(Dataset excerpts)
################
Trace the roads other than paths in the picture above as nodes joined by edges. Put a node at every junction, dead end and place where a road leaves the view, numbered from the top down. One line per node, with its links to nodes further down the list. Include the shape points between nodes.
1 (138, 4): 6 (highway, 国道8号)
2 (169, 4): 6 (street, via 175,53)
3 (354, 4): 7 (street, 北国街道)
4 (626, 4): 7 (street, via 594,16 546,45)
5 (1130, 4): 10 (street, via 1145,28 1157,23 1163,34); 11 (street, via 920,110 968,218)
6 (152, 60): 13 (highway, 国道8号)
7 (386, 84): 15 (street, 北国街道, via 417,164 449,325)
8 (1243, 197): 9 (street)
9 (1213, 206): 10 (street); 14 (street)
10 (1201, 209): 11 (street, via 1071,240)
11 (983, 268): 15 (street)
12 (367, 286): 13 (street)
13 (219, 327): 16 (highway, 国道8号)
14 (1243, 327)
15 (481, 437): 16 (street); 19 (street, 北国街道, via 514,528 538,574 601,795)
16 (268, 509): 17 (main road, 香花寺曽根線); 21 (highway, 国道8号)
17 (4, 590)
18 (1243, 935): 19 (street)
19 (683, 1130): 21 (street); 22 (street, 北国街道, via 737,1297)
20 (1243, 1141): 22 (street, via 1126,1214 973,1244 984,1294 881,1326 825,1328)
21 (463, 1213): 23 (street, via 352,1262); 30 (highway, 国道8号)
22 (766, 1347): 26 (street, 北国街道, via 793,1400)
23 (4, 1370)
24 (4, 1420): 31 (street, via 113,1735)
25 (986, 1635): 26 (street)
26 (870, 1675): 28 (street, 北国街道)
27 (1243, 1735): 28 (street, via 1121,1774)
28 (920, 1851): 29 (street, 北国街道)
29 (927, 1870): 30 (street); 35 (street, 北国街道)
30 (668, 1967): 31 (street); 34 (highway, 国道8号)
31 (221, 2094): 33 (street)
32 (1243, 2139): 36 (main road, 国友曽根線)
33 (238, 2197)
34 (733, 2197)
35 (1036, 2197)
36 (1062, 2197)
################
- Task brief -
When a line above includes the word "main", please list that line.

- Solution to the exercise -
16 (268, 509): 17 (main road, 香花寺曽根線); 21 (highway, 国道8号)
32 (1243, 2139): 36 (main road, 国友曽根線)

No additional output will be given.